Architecture Overview
At the heart of the system is the Kinesis Data Stream acting as a conduit for data. Applications using the Kinesis Client Library (KCL), IoT devices, or other SDK-enabled producers send records into the stream. Consumers—ranging from AWS Lambda functions and SDK-based applications to ECS tasks—read and process the records. Notably, records can be retained for up to 365 days.
-
On-Demand Mode:
With no requirement for capacity planning, Kinesis automatically scales to meet demand without needing manual shard management. -
Provisioned Mode:
Here, you explicitly set the number of shards. The stream’s overall capacity is the sum of its individual shard capacities. You may adjust the shard count based on your changing data volumes.

Data Flow: Producers and Consumers
Data flows into the Kinesis stream in the following sequence:- Producers send records using the PutRecord API.
- Each record includes a partition key along with up to 1 MB of data. The partition key is hashed to determine which shard receives the record.
- A shard’s throughput is limited to 1 MB per second or 1,000 messages per second.
- Consumers retrieve records via the GetRecords API (classic pull-based model) or use the SubscribeToShard API (enhanced push-based model).
- In the shared (classic fan-out) mode, all consumers share a total throughput of 2 MB per shard.
- With enhanced fan-out, every consumer gets an individual throughput of 2 MB per shard, providing improved scalability.

Partition Keys and Shard Distribution
When multiple devices (e.g., cameras) transmit telemetry or video data, each device’s identifier can serve as an effective partition key. For instance, in a data stream with three shards:- A camera with an ID of 120 might be directed to shard one.
- A camera with an ID of 320 could end up on shard one or two, depending on the hash.
- A camera with an ID of 550 might be routed to shard three.

Choose partition keys that evenly distribute data across shards to avoid hot partitions.
- Use exponential backoff for retries.
- Split an overburdened shard.
- Merge underutilized shards to optimize cost.


Consuming Data: Classic vs. Enhanced Fan-Out
Consumers of Kinesis Data Streams can operate in two distinct modes:- Classic Fan-Out (Shared Mode):
In this mode, all consumers share the available throughput of 2 MB/s per shard. For example, two consumers on a shard may each get up to 1 MB/s if both are active, and the total bandwidth is divided as more consumers join.

- Enhanced Fan-Out:
Each consumer receives an exclusive throughput of 2 MB/s per shard. This is enabled by the SubscribeToShard API, allowing each consumer to process data at a high rate regardless of how many consumers are attached.
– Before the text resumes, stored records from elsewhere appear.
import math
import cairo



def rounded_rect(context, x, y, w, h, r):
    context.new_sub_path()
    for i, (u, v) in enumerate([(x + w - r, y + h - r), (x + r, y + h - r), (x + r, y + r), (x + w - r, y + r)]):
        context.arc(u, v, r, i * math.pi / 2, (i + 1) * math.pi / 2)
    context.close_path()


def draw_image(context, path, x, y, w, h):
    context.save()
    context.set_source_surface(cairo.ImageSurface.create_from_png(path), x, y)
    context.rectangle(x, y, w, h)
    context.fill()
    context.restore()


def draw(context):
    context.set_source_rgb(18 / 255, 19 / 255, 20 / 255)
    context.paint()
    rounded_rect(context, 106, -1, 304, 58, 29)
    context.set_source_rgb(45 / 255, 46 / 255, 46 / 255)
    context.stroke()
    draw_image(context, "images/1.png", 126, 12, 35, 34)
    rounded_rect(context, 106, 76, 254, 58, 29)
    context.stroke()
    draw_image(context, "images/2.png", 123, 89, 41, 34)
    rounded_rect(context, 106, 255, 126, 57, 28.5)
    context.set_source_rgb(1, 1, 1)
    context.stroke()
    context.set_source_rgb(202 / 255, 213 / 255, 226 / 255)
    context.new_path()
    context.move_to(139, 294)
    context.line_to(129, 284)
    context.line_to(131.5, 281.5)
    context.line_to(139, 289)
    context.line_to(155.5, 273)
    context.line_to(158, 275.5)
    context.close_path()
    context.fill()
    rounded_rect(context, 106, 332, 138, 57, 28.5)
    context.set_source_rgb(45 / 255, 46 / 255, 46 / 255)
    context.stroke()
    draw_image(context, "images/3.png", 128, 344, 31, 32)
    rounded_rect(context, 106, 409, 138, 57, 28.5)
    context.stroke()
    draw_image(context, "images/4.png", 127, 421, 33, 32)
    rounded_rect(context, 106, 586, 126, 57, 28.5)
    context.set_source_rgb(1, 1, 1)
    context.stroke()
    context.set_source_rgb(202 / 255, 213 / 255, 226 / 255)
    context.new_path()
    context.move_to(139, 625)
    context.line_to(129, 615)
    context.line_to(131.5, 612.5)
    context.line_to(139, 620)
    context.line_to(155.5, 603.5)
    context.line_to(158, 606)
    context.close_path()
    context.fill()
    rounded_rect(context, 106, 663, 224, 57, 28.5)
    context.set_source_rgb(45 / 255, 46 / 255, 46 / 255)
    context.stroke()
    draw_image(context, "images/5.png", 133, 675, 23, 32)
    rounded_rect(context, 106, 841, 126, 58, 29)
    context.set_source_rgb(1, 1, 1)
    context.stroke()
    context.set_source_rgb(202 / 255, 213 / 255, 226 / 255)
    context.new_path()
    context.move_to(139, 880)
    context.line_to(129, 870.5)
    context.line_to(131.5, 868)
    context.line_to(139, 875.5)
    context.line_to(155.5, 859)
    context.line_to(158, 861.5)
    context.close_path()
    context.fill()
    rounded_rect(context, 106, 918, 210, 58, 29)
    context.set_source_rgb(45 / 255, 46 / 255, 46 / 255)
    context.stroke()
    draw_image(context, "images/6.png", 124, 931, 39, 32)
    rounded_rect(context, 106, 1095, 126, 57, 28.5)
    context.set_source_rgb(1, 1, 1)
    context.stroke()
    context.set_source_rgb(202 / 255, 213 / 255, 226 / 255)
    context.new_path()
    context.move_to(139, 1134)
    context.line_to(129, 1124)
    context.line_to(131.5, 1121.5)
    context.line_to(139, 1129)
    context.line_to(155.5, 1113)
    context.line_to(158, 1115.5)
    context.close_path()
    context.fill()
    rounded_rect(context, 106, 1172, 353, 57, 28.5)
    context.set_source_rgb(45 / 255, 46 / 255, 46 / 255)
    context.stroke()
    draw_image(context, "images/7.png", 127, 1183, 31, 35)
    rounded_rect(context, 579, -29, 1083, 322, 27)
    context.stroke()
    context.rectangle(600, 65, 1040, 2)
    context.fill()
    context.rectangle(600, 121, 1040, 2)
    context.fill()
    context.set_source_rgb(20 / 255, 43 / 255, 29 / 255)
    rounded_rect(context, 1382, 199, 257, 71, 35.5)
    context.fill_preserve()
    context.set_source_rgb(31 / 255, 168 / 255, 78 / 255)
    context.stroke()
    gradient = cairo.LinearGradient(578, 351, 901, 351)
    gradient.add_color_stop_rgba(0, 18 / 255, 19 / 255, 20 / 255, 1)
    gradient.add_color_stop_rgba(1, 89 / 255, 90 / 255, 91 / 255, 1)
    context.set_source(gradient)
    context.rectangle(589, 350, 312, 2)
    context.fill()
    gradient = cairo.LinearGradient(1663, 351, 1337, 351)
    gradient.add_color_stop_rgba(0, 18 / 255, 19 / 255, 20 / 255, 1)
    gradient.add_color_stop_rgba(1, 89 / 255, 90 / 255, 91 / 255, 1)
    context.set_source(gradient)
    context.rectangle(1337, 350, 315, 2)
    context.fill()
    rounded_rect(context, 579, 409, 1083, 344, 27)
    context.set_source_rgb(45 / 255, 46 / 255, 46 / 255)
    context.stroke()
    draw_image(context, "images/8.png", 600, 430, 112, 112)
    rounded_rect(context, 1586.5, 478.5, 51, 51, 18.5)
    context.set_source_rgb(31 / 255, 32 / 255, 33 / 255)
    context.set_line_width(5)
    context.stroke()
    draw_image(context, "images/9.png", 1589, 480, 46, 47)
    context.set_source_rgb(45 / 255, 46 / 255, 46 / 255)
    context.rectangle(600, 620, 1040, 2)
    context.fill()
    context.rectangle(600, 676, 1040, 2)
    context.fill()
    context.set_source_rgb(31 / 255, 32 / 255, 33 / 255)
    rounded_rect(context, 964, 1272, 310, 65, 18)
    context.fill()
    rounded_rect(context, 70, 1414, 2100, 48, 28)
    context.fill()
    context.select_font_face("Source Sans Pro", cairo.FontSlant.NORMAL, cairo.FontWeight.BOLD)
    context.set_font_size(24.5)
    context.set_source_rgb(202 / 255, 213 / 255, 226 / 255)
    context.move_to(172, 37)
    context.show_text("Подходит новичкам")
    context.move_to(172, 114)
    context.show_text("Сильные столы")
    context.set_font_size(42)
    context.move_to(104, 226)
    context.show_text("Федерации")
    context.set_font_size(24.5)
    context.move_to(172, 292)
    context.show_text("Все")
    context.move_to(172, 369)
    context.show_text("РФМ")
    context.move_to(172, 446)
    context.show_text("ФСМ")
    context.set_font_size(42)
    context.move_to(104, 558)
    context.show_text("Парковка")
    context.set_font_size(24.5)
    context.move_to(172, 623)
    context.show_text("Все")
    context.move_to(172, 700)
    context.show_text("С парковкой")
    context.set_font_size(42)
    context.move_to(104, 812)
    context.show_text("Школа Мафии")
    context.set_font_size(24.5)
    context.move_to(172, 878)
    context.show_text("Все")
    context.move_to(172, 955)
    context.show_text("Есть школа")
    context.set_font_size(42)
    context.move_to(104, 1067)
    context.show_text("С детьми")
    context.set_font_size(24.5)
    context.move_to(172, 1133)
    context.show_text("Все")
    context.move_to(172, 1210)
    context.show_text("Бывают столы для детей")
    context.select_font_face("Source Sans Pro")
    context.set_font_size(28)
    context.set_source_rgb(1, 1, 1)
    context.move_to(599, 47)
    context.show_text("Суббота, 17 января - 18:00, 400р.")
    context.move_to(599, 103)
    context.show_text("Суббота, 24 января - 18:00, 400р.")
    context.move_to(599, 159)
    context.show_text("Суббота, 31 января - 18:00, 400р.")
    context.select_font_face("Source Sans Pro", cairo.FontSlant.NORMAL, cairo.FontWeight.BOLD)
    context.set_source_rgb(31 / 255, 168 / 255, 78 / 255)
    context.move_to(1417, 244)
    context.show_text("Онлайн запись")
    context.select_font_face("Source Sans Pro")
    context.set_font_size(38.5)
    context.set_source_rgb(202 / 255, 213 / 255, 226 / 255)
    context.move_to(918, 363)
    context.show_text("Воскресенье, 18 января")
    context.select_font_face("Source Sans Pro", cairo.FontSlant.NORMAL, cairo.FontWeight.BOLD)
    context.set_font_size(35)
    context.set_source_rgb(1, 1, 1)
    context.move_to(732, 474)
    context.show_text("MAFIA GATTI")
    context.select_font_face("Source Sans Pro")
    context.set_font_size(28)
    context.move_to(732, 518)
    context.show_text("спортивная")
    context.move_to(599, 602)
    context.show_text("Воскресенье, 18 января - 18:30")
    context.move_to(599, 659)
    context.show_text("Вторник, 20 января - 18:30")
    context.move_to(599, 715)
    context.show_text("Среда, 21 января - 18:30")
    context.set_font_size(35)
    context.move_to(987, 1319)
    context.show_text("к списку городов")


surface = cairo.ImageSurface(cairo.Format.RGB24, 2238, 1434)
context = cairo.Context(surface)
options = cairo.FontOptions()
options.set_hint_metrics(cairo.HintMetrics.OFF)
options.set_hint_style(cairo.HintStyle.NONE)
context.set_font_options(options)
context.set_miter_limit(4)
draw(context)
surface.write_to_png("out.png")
The Kinesis Client Library (KCL)
The Kinesis Client Library (KCL) simplifies the development of consumers by abstracting common tasks such as:- Automatic recovery from consumer failures.
- Checkpointing to track progress using DynamoDB.
- Supporting resharding events to ensure smooth data consumption.

- With 2 shards, you can run a maximum of 2 KCL instances.
- With 7 shards, you are limited to 7 instances.

Summary
Amazon Kinesis Data Streams enables real-time data ingestion, processing, and analysis, making it an ideal solution for log aggregation, real-time metrics, and IoT telemetry applications. Key takeaways include:- Producers send records using the PutRecord API, with records containing partition keys and up to 1 MB of data.
- Each shard supports a throughput of 1 MB/s or 1,000 messages/s.
- Proper selection and management of partition keys are vital to avoid hot partitions.
- Hot partitions can be mitigated through exponential backoff, shard splitting, or merging underutilized shards.
- In classic fan-out mode, consumers share a 2 MB/s throughput per shard, whereas enhanced fan-out mode allocates 2 MB/s per consumer per shard.
- The Kinesis Client Library automates consumer management, checkpointing, and resharding, with a one-instance-per-shard limitation.